* EXERCISE MATERIAL *
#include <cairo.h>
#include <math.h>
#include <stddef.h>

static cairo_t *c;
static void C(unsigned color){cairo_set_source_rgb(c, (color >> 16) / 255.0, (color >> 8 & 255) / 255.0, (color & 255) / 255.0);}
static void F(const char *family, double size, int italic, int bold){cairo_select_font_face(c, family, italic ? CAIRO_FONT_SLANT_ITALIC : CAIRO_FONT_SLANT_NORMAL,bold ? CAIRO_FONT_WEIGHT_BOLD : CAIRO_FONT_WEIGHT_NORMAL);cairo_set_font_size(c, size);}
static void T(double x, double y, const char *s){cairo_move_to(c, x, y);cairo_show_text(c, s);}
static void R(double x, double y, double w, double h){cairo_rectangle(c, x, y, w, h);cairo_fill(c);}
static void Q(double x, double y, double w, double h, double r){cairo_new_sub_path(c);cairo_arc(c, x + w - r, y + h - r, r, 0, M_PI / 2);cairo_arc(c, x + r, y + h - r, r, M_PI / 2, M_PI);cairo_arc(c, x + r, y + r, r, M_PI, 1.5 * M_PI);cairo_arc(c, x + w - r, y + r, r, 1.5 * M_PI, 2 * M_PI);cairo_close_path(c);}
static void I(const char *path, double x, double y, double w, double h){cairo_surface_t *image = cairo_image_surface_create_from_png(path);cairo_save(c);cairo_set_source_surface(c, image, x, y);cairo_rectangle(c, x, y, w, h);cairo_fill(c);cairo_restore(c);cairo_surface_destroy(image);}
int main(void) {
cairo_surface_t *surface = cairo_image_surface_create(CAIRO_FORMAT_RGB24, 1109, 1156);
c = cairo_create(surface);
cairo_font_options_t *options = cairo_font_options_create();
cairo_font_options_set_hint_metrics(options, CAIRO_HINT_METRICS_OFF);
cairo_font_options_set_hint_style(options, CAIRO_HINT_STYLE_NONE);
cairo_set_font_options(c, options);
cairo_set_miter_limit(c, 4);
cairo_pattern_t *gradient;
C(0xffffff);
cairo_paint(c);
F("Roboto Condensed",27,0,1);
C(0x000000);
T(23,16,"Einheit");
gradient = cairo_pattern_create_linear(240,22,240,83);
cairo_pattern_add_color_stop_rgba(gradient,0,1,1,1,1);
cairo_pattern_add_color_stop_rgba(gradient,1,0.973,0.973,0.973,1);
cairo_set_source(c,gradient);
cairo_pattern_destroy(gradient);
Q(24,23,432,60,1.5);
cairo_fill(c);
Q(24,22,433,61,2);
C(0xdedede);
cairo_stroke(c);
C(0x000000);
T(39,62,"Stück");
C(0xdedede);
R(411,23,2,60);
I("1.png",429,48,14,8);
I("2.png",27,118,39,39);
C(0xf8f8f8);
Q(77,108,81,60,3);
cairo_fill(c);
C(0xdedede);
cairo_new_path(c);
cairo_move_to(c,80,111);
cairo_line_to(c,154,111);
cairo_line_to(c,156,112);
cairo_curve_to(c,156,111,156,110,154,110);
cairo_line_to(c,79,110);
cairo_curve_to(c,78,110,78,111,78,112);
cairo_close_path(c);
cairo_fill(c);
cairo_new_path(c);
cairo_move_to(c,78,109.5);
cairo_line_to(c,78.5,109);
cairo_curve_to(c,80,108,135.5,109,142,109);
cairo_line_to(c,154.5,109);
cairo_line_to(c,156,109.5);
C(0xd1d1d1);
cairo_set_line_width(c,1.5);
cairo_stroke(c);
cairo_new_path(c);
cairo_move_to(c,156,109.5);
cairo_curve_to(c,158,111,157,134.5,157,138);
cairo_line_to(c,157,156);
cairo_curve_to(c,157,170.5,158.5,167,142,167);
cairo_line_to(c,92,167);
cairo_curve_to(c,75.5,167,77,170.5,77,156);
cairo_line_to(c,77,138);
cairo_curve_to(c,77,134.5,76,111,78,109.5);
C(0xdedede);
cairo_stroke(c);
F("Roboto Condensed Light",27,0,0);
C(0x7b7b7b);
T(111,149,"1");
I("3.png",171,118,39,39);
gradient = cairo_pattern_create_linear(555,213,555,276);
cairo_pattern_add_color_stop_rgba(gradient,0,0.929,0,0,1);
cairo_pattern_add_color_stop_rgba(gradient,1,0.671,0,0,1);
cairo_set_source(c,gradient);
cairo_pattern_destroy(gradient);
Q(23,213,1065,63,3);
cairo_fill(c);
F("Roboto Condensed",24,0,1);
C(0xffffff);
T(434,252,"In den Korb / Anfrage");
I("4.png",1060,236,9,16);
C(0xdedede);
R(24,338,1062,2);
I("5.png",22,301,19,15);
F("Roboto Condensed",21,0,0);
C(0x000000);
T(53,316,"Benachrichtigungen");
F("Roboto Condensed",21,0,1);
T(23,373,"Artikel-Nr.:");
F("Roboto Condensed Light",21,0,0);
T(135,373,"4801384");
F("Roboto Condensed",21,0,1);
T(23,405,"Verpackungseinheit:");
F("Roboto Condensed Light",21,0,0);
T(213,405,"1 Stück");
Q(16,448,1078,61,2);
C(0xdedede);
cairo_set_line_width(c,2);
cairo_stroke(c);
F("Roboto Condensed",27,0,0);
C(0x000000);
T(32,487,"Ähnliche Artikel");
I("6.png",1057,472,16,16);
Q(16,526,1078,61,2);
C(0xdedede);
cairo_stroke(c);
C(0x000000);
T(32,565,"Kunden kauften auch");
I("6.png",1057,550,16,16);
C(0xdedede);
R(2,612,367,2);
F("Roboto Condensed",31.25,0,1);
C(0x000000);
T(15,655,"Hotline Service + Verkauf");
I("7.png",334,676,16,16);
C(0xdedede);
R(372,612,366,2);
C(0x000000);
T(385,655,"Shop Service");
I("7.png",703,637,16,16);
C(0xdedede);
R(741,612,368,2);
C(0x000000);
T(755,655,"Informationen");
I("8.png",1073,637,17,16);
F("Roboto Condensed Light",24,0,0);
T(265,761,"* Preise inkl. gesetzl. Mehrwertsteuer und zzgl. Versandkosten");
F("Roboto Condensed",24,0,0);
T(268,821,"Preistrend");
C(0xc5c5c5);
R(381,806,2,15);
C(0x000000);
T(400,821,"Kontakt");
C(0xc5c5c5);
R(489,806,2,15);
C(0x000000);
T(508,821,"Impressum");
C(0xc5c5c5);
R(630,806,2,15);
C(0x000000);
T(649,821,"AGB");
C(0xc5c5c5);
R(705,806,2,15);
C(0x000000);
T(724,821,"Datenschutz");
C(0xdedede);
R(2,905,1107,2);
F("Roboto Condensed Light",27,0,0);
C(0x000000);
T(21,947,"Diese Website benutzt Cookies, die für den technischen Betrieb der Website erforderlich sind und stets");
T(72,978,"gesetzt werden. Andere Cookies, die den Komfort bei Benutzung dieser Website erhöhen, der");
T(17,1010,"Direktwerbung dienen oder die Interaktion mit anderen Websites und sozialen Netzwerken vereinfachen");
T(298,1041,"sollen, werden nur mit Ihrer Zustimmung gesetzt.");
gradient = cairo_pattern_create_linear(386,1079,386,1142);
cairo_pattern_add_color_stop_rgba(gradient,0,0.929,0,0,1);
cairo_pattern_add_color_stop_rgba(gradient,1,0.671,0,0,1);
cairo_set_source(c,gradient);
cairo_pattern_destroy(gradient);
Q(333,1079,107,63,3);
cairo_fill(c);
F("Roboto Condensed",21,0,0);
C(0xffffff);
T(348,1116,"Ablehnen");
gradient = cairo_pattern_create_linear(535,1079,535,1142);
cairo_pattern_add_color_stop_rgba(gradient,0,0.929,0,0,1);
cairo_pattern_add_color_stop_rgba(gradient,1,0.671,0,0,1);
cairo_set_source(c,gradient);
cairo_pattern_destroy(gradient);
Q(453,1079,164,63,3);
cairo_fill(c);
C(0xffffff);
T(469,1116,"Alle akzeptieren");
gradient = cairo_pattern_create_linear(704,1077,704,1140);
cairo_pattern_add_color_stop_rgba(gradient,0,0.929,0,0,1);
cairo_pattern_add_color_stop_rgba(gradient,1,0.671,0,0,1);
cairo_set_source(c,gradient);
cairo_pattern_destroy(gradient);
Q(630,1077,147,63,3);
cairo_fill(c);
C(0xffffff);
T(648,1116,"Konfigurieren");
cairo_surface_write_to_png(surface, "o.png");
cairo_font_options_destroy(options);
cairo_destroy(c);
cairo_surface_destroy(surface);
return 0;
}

* WORK ITEM *
Every line above with the word "const" is to be copied out.

* RESULT *
static void F(const char *family, double size, int italic, int bold){cairo_select_font_face(c, family, italic ? CAIRO_FONT_SLANT_ITALIC : CAIRO_FONT_SLANT_NORMAL,bold ? CAIRO_FONT_WEIGHT_BOLD : CAIRO_FONT_WEIGHT_NORMAL);cairo_set_font_size(c, size);}
static void T(double x, double y, const char *s){cairo_move_to(c, x, y);cairo_show_text(c, s);}
static void I(const char *path, double x, double y, double w, double h){cairo_surface_t *image = cairo_image_surface_create_from_png(path);cairo_save(c);cairo_set_source_surface(c, image, x, y);cairo_rectangle(c, x, y, w, h);cairo_fill(c);cairo_restore(c);cairo_surface_destroy(image);}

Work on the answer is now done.